The global burden of respiratory syncytial virus (RSV) lower respiratory tract infection (LRTI) in young children is high. The RSV prevention strategies approved in 2023 will be essential to lowering the global disease burden. In this Series paper, we describe clinical presentation, burden of disease, hospital management, emerging therapies, and targeted prevention focusing on developments and groundbreaking publications for RSV. We conducted a systematic search for literature published in the past 15 years and used a non-systematic approach to analyse the results, prioritising important papers and the most recent reviews per subtopic. Annually, 33 million episodes of RSV LRTI occur in children younger than 5 years, resulting in 3·6 million hospitalisations and 118 200 deaths. RSV LRTI is a clinical diagnosis but a clinical case definition and universal clinical tool to predict severe disease are non-existent. The advent of molecular point-of-care testing allows rapid and accurate confirmation of RSV infection and could reduce antibiotic use. There is no evidence-based treatment of RSV, only supportive care. Despite widespread use, evidence for high-flow nasal cannula (HFNC) therapy is insufficient and increased paediatric intensive care admissions and intubation indicate the need to remove HFNC therapy from standard care. RSV is now a vaccine-preventable disease in young children with a market-approved long-acting monoclonal antibody and a maternal vaccine targeting the RSV prefusion protein. To have a high impact on life-threatening RSV infection, infants at high risk, especially in low-income and middle-income countries, should be prioritised as an interim strategy towards universal immunisation. The implementation of RSV preventive strategies will clarify the full burden of RSV infection. Vaccine probe studies can address existing knowledge gaps including the effect of RSV prevention on transmission dynamics, antibiotic misuse, the respiratory microbiome composition, and long-term sequalae.

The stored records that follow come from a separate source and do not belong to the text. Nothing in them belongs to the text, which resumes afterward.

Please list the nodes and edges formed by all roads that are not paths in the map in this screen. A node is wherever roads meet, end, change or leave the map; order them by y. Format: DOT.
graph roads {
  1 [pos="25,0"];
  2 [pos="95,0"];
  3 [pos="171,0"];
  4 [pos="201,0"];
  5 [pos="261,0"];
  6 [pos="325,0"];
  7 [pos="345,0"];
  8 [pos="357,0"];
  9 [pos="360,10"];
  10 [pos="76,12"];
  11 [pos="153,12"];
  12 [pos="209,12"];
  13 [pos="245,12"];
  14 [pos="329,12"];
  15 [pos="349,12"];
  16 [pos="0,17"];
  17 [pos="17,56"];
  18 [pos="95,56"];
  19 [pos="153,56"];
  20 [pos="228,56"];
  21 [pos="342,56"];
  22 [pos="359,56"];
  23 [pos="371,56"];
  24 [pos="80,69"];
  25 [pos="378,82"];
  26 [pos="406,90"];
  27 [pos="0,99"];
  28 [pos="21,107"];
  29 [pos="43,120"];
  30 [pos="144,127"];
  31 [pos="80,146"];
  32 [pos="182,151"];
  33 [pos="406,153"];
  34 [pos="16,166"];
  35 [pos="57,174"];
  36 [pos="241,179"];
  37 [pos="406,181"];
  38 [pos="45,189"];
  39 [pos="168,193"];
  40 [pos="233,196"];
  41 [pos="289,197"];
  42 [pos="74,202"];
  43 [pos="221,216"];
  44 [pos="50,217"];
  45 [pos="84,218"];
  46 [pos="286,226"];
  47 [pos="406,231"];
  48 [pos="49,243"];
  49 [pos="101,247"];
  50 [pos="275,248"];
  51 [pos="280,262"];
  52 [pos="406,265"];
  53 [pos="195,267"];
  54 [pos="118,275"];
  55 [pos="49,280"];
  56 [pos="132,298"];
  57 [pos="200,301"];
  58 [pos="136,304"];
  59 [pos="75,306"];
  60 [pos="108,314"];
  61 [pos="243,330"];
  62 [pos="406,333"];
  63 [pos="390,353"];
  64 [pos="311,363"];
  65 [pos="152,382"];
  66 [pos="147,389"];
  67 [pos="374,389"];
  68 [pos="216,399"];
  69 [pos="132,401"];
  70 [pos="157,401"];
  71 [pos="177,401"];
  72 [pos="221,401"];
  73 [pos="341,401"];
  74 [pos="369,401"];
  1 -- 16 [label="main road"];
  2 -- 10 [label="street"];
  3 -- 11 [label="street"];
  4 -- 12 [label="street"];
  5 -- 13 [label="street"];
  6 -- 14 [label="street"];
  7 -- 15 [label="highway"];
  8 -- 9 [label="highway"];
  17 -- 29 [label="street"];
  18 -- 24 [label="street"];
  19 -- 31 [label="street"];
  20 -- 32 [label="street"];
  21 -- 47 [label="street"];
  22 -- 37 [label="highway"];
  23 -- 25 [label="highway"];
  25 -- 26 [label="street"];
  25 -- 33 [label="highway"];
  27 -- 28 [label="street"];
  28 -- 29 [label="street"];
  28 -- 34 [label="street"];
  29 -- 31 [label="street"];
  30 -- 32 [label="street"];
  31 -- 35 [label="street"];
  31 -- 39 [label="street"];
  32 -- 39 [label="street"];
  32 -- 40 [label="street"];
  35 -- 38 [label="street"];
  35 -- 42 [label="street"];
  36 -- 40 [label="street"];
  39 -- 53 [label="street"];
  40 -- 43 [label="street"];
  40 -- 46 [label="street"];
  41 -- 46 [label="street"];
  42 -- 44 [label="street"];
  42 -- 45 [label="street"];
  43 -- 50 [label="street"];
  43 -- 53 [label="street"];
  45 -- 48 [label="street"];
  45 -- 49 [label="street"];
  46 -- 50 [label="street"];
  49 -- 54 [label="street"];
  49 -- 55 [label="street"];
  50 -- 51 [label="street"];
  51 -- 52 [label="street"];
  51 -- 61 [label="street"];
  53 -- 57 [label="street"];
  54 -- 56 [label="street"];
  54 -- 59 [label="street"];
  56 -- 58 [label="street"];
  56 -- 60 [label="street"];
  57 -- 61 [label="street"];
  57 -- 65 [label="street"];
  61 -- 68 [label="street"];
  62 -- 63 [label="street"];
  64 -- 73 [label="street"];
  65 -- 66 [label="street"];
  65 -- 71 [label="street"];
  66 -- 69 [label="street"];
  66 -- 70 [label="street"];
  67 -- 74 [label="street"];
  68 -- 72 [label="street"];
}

呼吸道合胞病毒(RSV)下呼吸道感染(LRTI)在幼儿中的全球负担很高。2023 年批准的 RSV 预防策略对于降低全球疾病负担至关重要。在本系列论文中,我们描述了 RSV 的临床表现、疾病负担、医院管理、新兴疗法和靶向预防,重点介绍了 RSV 的最新发展和突破性研究。我们对过去 15 年发表的文献进行了系统检索,并采用非系统性方法分析结果,根据每个子主题的重要性和最新综述对结果进行了优先排序。每年,5 岁以下儿童有 3300 万例 RSV LRTI 发作,导致 360 万例住院和 11.82 万例死亡。RSV LRTI 是一种临床诊断,但目前尚不存在临床病例定义和普遍的临床工具来预测严重疾病。分子即时检测(point-of-care testing)的出现可以快速准确地确认 RSV 感染,并可能减少抗生素的使用。目前尚无针对 RSV 的循证治疗方法,只有支持性治疗。尽管广泛应用,但高流量鼻导管(HFNC)治疗的证据不足,儿科重症监护病房入院和插管增加表明需要将 HFNC 治疗从标准护理中移除。RSV 现在是一种可预防幼儿疾病的疫苗,已批准了长效单克隆抗体和针对 RSV 预融合蛋白的母体疫苗。为了对危及生命的 RSV 感染产生重大影响,应优先考虑高风险婴儿,尤其是在低收入和中等收入国家,作为普遍免疫的临时策略。实施 RSV 预防策略将明确 RSV 感染的全部负担。疫苗探测研究可以解决现有的知识空白,包括 RSV 预防对传播动力学、抗生素滥用、呼吸微生物组组成和长期后遗症的影响。